*TASK ITEM*. Reprint all of the data below exactly as shown and skip every image.

*RECORDED INFORMATION*.
--- START ---
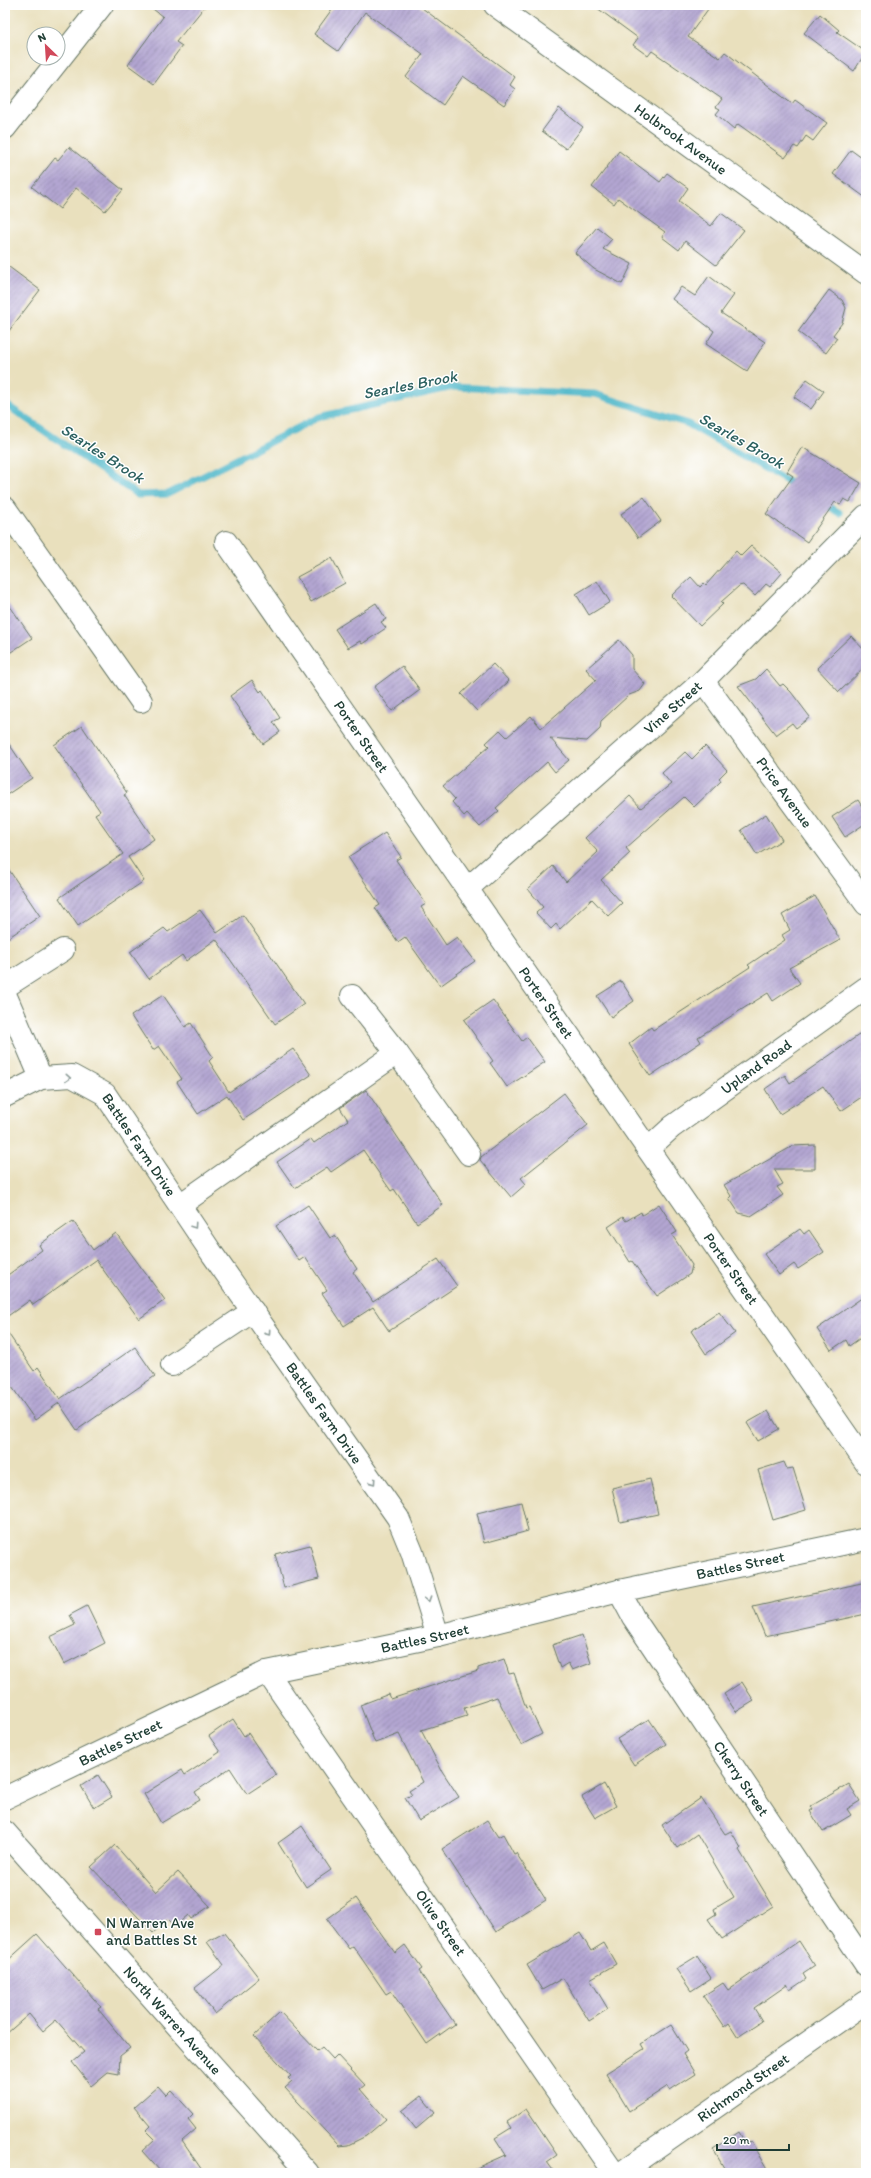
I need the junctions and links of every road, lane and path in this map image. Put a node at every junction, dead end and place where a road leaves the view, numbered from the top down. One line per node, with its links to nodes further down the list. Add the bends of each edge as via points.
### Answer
1 (102, 5): 3 (street)
2 (495, 5): 4 (street, Holbrook Avenue)
3 (5, 128)
4 (866, 274)
5 (5, 508): 9 (street)
6 (866, 516): 8 (street, Vine Street)
7 (226, 542): 10 (street, Porter Street)
8 (703, 680): 10 (street, Vine Street); 11 (street, Price Avenue)
9 (141, 701)
10 (468, 888): 20 (street, Porter Street)
11 (866, 904)
12 (63, 950): 13 (street)
13 (5, 988)
14 (866, 988): 20 (street, Upland Road, via 672,1127)
15 (5, 994): 18 (street)
16 (352, 996): 17 (street)
17 (397, 1054): 21 (street); 22 (street, Battles Farm Drive)
18 (41, 1078): 19 (street, Battles Farm Drive); 22 (street, Battles Farm Drive, one-way to 22, via 72,1076 104,1094)
19 (5, 1096)
20 (648, 1149): 25 (street, Porter Street)
21 (469, 1154)
22 (180, 1205): 23 (street, Battles Farm Drive, one-way to 23)
23 (253, 1311): 24 (street); 28 (street, Battles Farm Drive, one-way to 28, via 398,1518 412,1552)
24 (172, 1365)
25 (866, 1463)
26 (866, 1539): 27 (street, Battles Street)
27 (619, 1591): 28 (street, Battles Street); 32 (street, Cherry Street, via 633,1617)
28 (438, 1636): 29 (street, Battles Street)
29 (267, 1672): 30 (street, Battles Street); 35 (street, Olive Street)
30 (5, 1798)
31 (5, 1832): 34 (street, North Warren Avenue)
32 (866, 1965)
33 (866, 2002): 36 (street, Richmond Street)
34 (308, 2173)
35 (614, 2173)
36 (621, 2173)

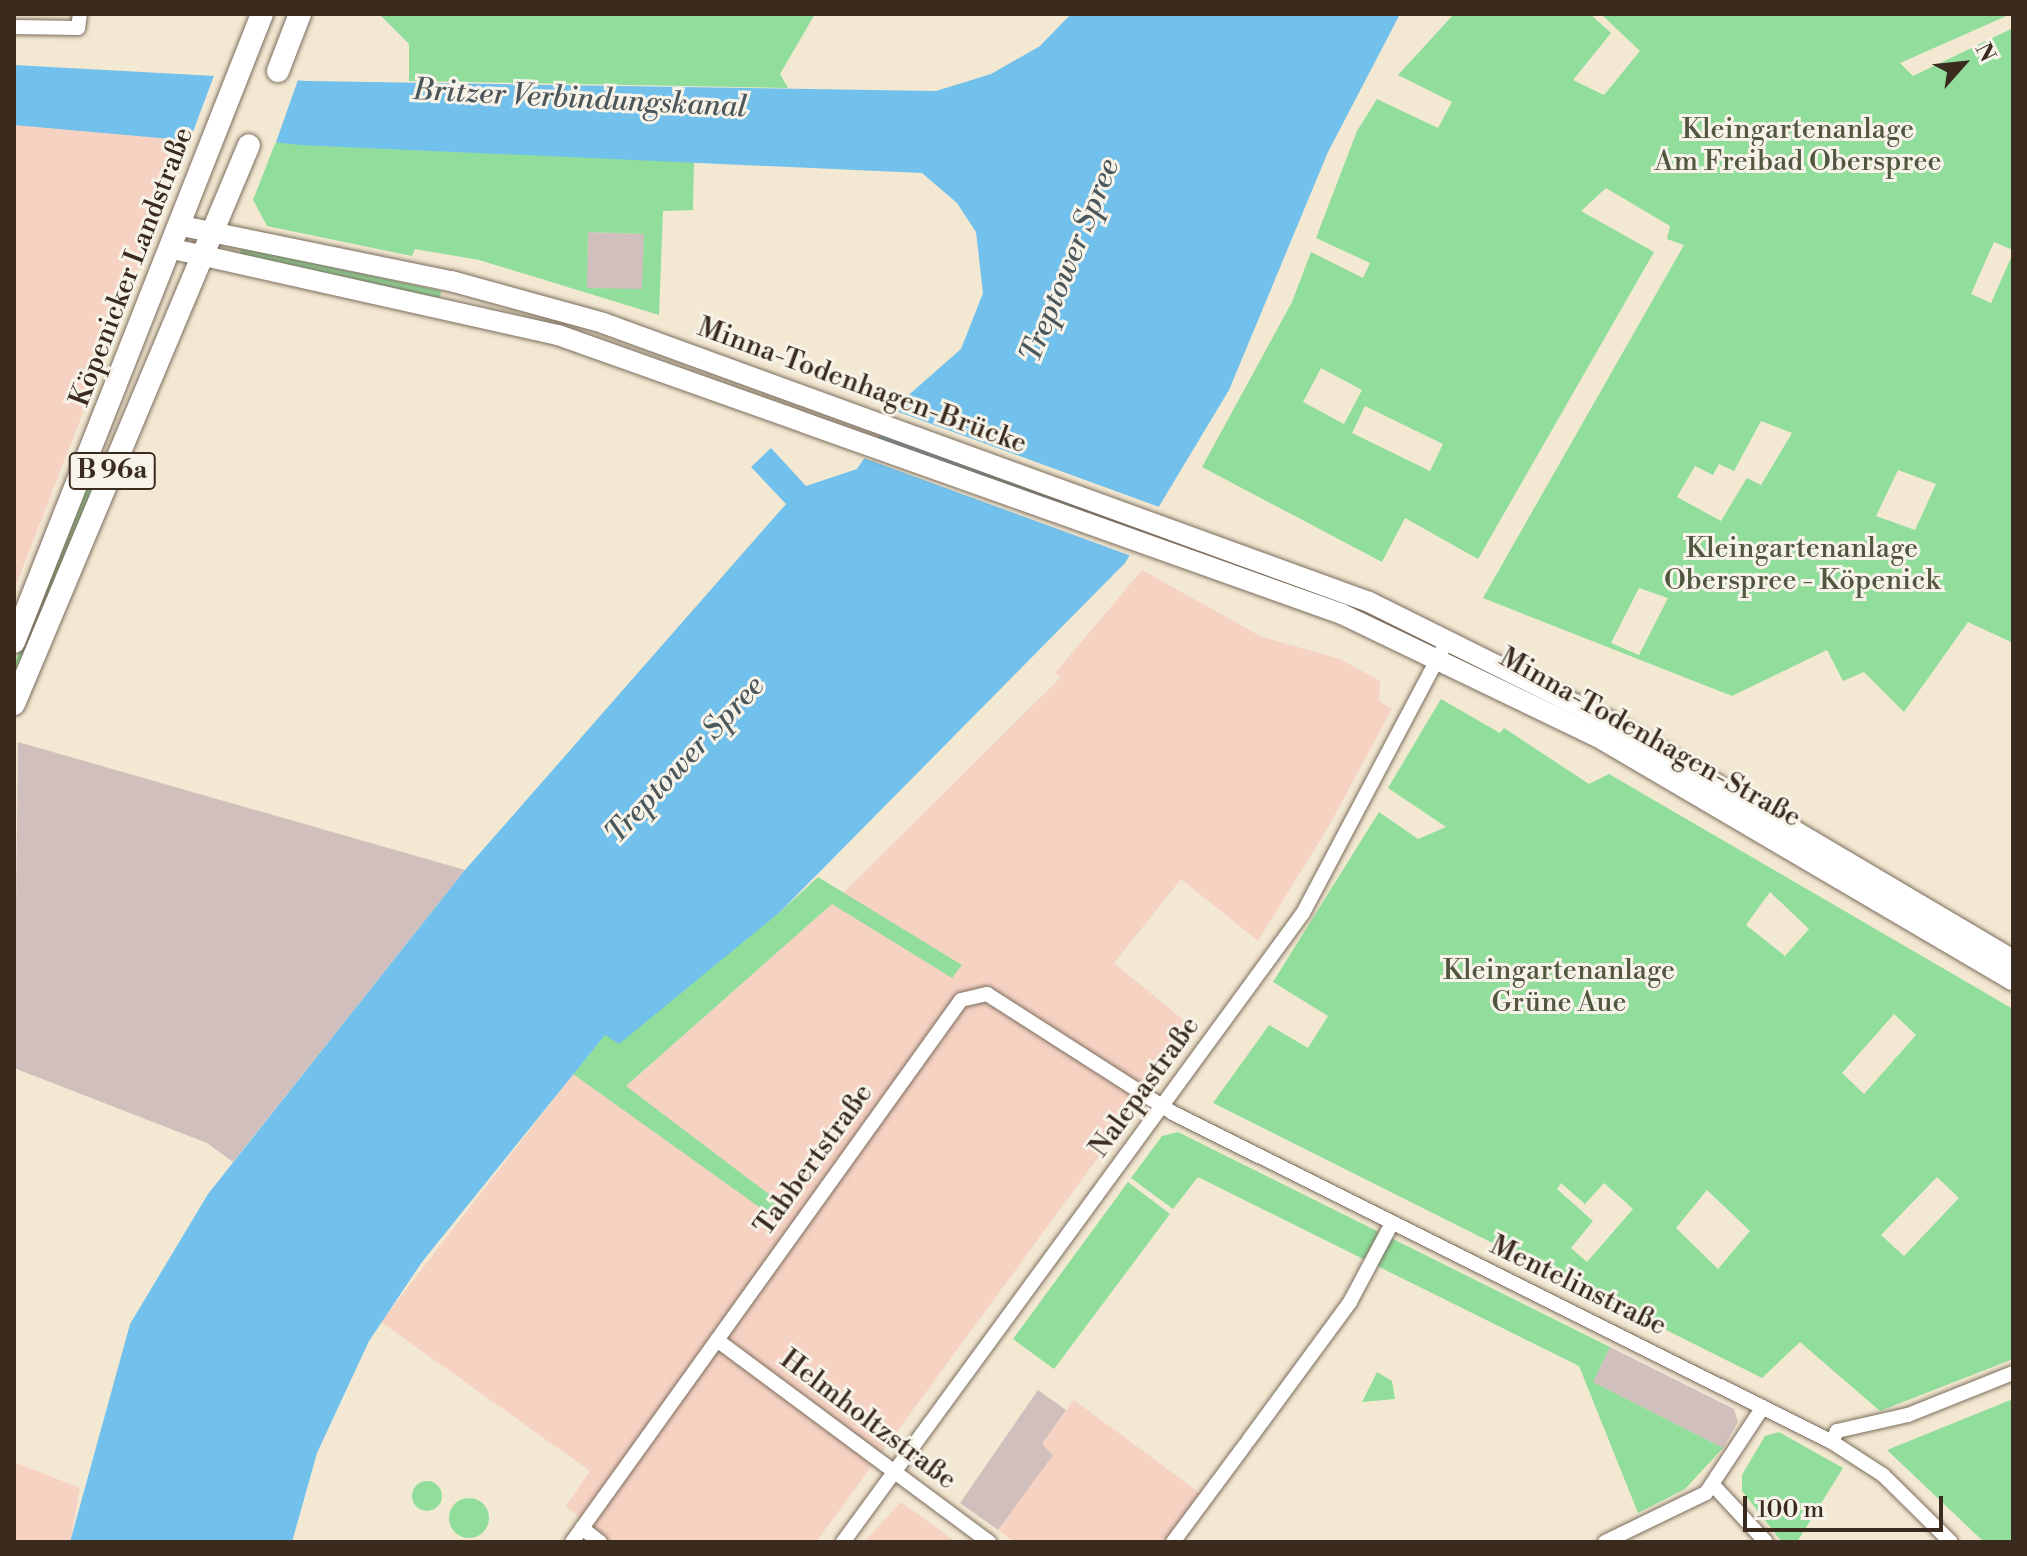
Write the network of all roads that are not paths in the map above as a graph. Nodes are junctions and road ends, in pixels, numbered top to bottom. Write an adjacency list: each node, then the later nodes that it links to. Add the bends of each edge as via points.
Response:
1 (262, 14): 7 (main road, Köpenicker Landstraße / B 96a)
2 (300, 14): 5 (main road)
3 (79, 21): 4 (street)
4 (14, 27)
5 (278, 71)
6 (249, 145): 8 (main road, Köpenicker Landstraße / B 96a)
7 (182, 226): 8 (main road); 9 (main road, Köpenicker Landstraße / B 96a)
8 (216, 232): 10 (main road, Köpenicker Landstraße / B 96a); 12 (main road, Minna-Todenhagen-Brücke, via 451,281 631,332)
9 (173, 249): 10 (main road); 11 (main road, Köpenicker Landstraße / B 96a)
10 (208, 254): 11 (main road, Köpenicker Landstraße / B 96a); 13 (main road, Minna-Todenhagen-Brücke, via 444,305 611,352)
11 (64, 545): 15 (main road, B 96a); 17 (main road, B 96a)
12 (1249, 557): 14 (main road, Minna-Todenhagen-Straße)
13 (1242, 581): 16 (main road, Minna-Todenhagen-Straße)
14 (1449, 637): 16 (street, Nalepastraße); 18 (main road, Minna-Todenhagen-Straße, via 1609,721)
15 (14, 642)
16 (1439, 656): 19 (main road, Minna-Todenhagen-Straße, via 1596,736); 20 (street, Nalepastraße, via 1303,913)
17 (14, 704)
18 (2013, 960)
19 (2013, 981)
20 (1162, 1106): 21 (street, Mentelinstraße); 22 (street, Tabbertstraße, via 987,994 961,1000); 26 (street, Nalepastraße)
21 (1392, 1223): 24 (street, Mentelinstraße); 33 (street, via 1346,1309)
22 (717, 1340): 26 (street, Helmholtzstraße); 28 (street, Tabbertstraße)
23 (2013, 1373): 25 (street, via 1908,1415 1837,1431)
24 (1763, 1407): 25 (street, Mentelinstraße); 27 (street)
25 (1832, 1442): 36 (street, Mentelinstraße, via 1883,1475)
26 (894, 1472): 31 (street, Nalepastraße); 32 (street, Helmholtzstraße)
27 (1714, 1486): 34 (street); 35 (street)
28 (582, 1528): 29 (street, Tabbertstraße); 30 (street)
29 (572, 1542)
30 (600, 1542)
31 (843, 1542)
32 (989, 1542)
33 (1173, 1542)
34 (1605, 1542)
35 (1766, 1542)
36 (1951, 1542)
--- END ---
*RESULT*.
I need the junctions and links of every road, lane and path in this map image. Put a node at every junction, dead end and place where a road leaves the view, numbered from the top down. One line per node, with its links to nodes further down the list. Add the bends of each edge as via points.
### Answer
1 (102, 5): 3 (street)
2 (495, 5): 4 (street, Holbrook Avenue)
3 (5, 128)
4 (866, 274)
5 (5, 508): 9 (street)
6 (866, 516): 8 (street, Vine Street)
7 (226, 542): 10 (street, Porter Street)
8 (703, 680): 10 (street, Vine Street); 11 (street, Price Avenue)
9 (141, 701)
10 (468, 888): 20 (street, Porter Street)
11 (866, 904)
12 (63, 950): 13 (street)
13 (5, 988)
14 (866, 988): 20 (street, Upland Road, via 672,1127)
15 (5, 994): 18 (street)
16 (352, 996): 17 (street)
17 (397, 1054): 21 (street); 22 (street, Battles Farm Drive)
18 (41, 1078): 19 (street, Battles Farm Drive); 22 (street, Battles Farm Drive, one-way to 22, via 72,1076 104,1094)
19 (5, 1096)
20 (648, 1149): 25 (street, Porter Street)
21 (469, 1154)
22 (180, 1205): 23 (street, Battles Farm Drive, one-way to 23)
23 (253, 1311): 24 (street); 28 (street, Battles Farm Drive, one-way to 28, via 398,1518 412,1552)
24 (172, 1365)
25 (866, 1463)
26 (866, 1539): 27 (street, Battles Street)
27 (619, 1591): 28 (street, Battles Street); 32 (street, Cherry Street, via 633,1617)
28 (438, 1636): 29 (street, Battles Street)
29 (267, 1672): 30 (street, Battles Street); 35 (street, Olive Street)
30 (5, 1798)
31 (5, 1832): 34 (street, North Warren Avenue)
32 (866, 1965)
33 (866, 2002): 36 (street, Richmond Street)
34 (308, 2173)
35 (614, 2173)
36 (621, 2173)

Write the network of all roads that are not paths in the map above as a graph. Nodes are junctions and road ends, in pixels, numbered top to bottom. Write an adjacency list: each node, then the later nodes that it links to. Add the bends of each edge as via points.
Response:
1 (262, 14): 7 (main road, Köpenicker Landstraße / B 96a)
2 (300, 14): 5 (main road)
3 (79, 21): 4 (street)
4 (14, 27)
5 (278, 71)
6 (249, 145): 8 (main road, Köpenicker Landstraße / B 96a)
7 (182, 226): 8 (main road); 9 (main road, Köpenicker Landstraße / B 96a)
8 (216, 232): 10 (main road, Köpenicker Landstraße / B 96a); 12 (main road, Minna-Todenhagen-Brücke, via 451,281 631,332)
9 (173, 249): 10 (main road); 11 (main road, Köpenicker Landstraße / B 96a)
10 (208, 254): 11 (main road, Köpenicker Landstraße / B 96a); 13 (main road, Minna-Todenhagen-Brücke, via 444,305 611,352)
11 (64, 545): 15 (main road, B 96a); 17 (main road, B 96a)
12 (1249, 557): 14 (main road, Minna-Todenhagen-Straße)
13 (1242, 581): 16 (main road, Minna-Todenhagen-Straße)
14 (1449, 637): 16 (street, Nalepastraße); 18 (main road, Minna-Todenhagen-Straße, via 1609,721)
15 (14, 642)
16 (1439, 656): 19 (main road, Minna-Todenhagen-Straße, via 1596,736); 20 (street, Nalepastraße, via 1303,913)
17 (14, 704)
18 (2013, 960)
19 (2013, 981)
20 (1162, 1106): 21 (street, Mentelinstraße); 22 (street, Tabbertstraße, via 987,994 961,1000); 26 (street, Nalepastraße)
21 (1392, 1223): 24 (street, Mentelinstraße); 33 (street, via 1346,1309)
22 (717, 1340): 26 (street, Helmholtzstraße); 28 (street, Tabbertstraße)
23 (2013, 1373): 25 (street, via 1908,1415 1837,1431)
24 (1763, 1407): 25 (street, Mentelinstraße); 27 (street)
25 (1832, 1442): 36 (street, Mentelinstraße, via 1883,1475)
26 (894, 1472): 31 (street, Nalepastraße); 32 (street, Helmholtzstraße)
27 (1714, 1486): 34 (street); 35 (street)
28 (582, 1528): 29 (street, Tabbertstraße); 30 (street)
29 (572, 1542)
30 (600, 1542)
31 (843, 1542)
32 (989, 1542)
33 (1173, 1542)
34 (1605, 1542)
35 (1766, 1542)
36 (1951, 1542)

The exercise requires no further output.